Seperti dilansir Reuters, Rabu (26/1/2022), dua sumber yang memahami isu ini menuturkan bahwa Kedutaan Besar AS di Beijing, pada Senin (24/1) waktu setempat, mengajukan permintaan kepada pemerintah federal di Washington DC untuk secara resmi menarik diri (formal sign-off).

Permintaan itu diajukan saat otoritas China semakin meningkatkan protokol pengendalian Corona menjelang pembukaan Olimpiade Musim Dingin di Beijing kurang dari dua pekan lagi.

Disebutkan dalam permintaan itu bahwa pemerintah AS tidak mampu mencegah otoritas China membuat para diplomat dan keluarganya tunduk pada langkah pengendalian pandemi yang intrusif.

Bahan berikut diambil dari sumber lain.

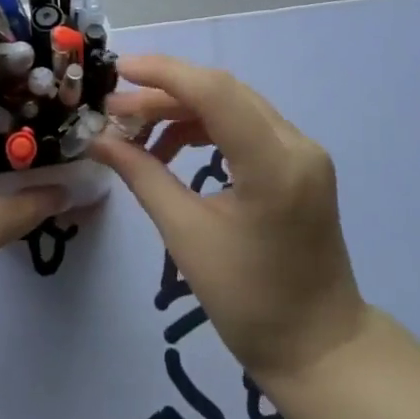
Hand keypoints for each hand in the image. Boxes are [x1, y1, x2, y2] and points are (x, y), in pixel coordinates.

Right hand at [92, 55, 369, 396]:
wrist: (320, 348)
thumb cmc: (250, 302)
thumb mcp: (187, 236)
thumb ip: (142, 176)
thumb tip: (99, 140)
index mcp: (274, 164)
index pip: (214, 92)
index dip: (162, 73)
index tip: (117, 71)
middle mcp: (296, 144)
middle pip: (222, 92)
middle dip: (164, 93)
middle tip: (115, 112)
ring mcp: (303, 151)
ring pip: (232, 104)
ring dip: (182, 110)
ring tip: (137, 133)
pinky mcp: (300, 162)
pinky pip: (245, 125)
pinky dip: (205, 127)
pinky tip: (172, 149)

Kedua sumber yang enggan disebut namanya karena isu ini tergolong sensitif, juga menambahkan bahwa sejumlah staf Kedutaan Besar AS merasa kesal karena pemerintah AS tidak mau atau tidak mampu membebaskan atau mengecualikan para pejabat AS dari langkah karantina ketat di China.

Aturan-aturan itu mencakup kemungkinan masuk paksa ke klinik demam COVID-19 dan pemisahan dari anak-anak.

Departemen Luar Negeri AS dalam pernyataan kepada Reuters, menegaskan bahwa status operasional di Kedutaan Besar dan Konsulat di China belum berubah.

"Setiap perubahan dalam status operasional seperti ini hanya akan didasarkan pada alasan kesehatan, keselamatan dan keamanan kolega kita dan anggota keluarga mereka," ucap juru bicara Departemen Luar Negeri AS.